Fiatach Finn mac Dáire, a distant descendant of Óengus Tuirmech Temrach, was, according to medieval Irish legend and historical tradition, a king of the Ulaid, later a High King of Ireland, and the eponymous ancestor of the early Medieval Ulster dynasty of the Dál Fiatach. He was king of the Ulaid while Feradach Finnfechtnach was High King, and succeeded to the High Kingship himself when Feradach died. He ruled for three years until he was killed by Fíachu Finnolach. The Lebor Gabála Érenn synchronises his reign with that of the Roman emperor Nerva (AD 96–98).

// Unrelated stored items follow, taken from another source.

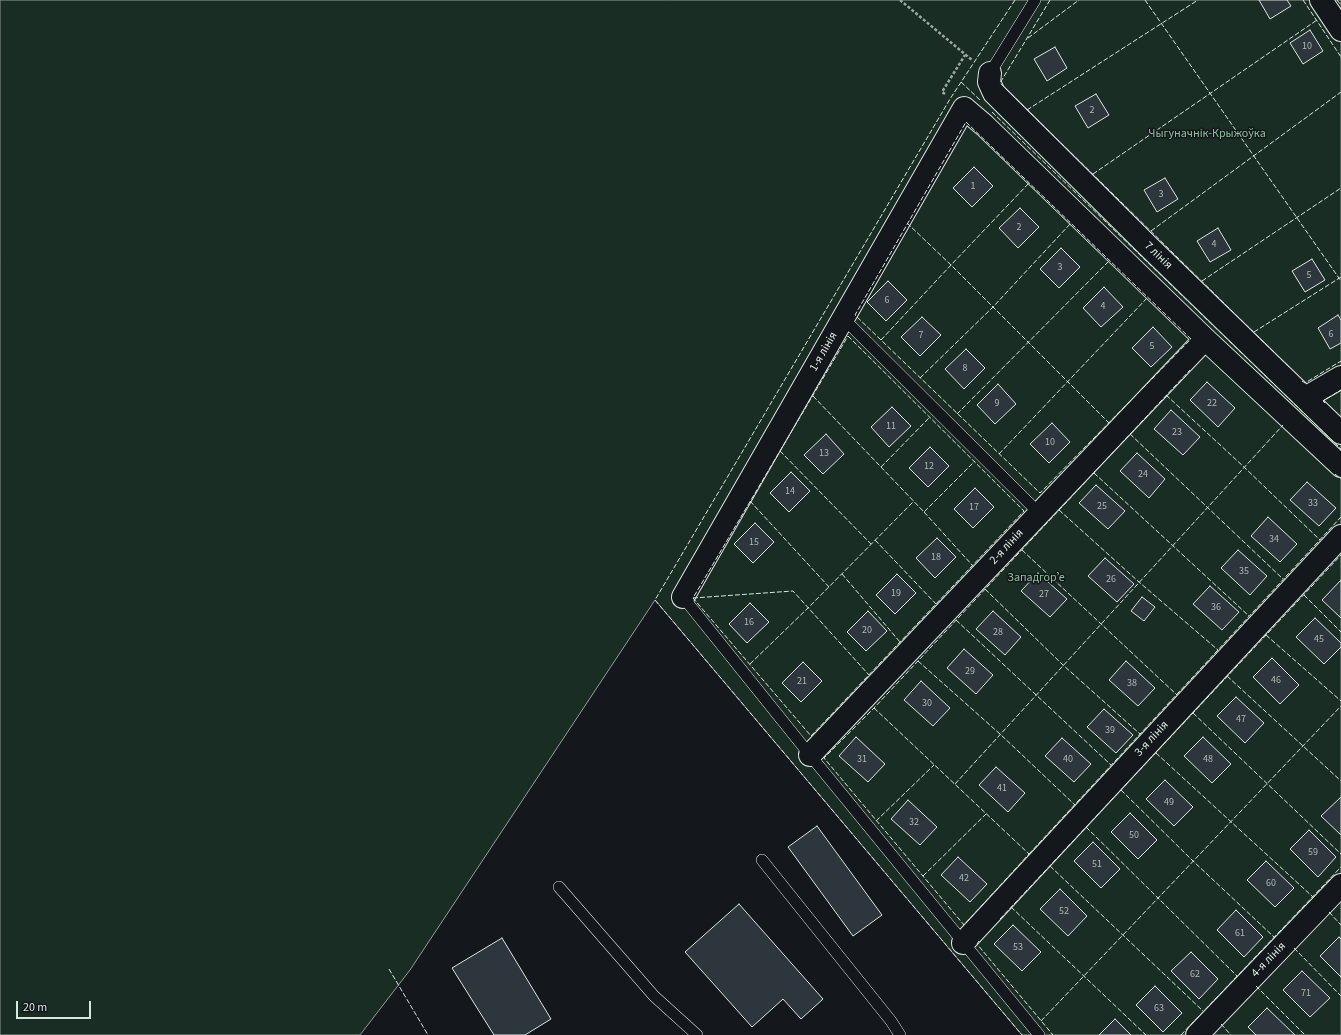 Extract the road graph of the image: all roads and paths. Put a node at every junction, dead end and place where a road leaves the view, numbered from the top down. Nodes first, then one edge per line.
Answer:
1 (900, 0) edge
2 (1035, 0) edge
3 (1321, 0) edge
4 (1341, 30) edge
5 (965, 55) junction
6 (992, 83) junction
7 (964, 108) junction
8 (981, 123) junction
9 (843, 318) junction
10 (1204, 339) junction
11 (1341, 377) edge
12 (1305, 398) junction
13 (1341, 433) edge
14 (1341, 466) edge
15 (1039, 513) junction
16 (1341, 536) edge
17 (683, 597) joint
18 (810, 755) junction
19 (762, 860) dead end
20 (1341, 884) edge
21 (559, 887) dead end
22 (963, 943) junction
23 (697, 1035) edge
24 (900, 1035) edge
25 (1039, 1035) edge
26 (1197, 1035) edge

1 - 5 path
2 - 6 lane
3 - 4 street
5 - 6 path
5 - 7 path
6 - 8 street
6 - 12 street, 7 лінія
7 - 8 street
7 - 9 street, 1-я лінія
8 - 10 street
9 - 15 lane
9 - 17 street, 1-я лінія
10 - 14 street
10 - 15 street, 2-я лінія
11 - 12 street
12 - 13 street, 7 лінія
15 - 18 street, 2-я лінія
16 - 22 street, 3-я лінія
17 - 18 lane
18 - 22 lane
19 - 24 lane
20 - 26 street, 4-я лінія
21 - 23 lane
22 - 25 lane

The chronology of Geoffrey Keating's Foras Feasa ar Éirinn dates his reign to AD 25–28, that of the Annals of the Four Masters to AD 36–39.

Fiatach Finn mac Dáire was also a cousin of the legendary Cú Roí mac Dáire and Conaire Mór of the Érainn and Dáirine (Clanna Dedad). The Dál Fiatach are said to descend from the "Family of Cú Roí" in the Book of Glendalough (Rawlinson B 502).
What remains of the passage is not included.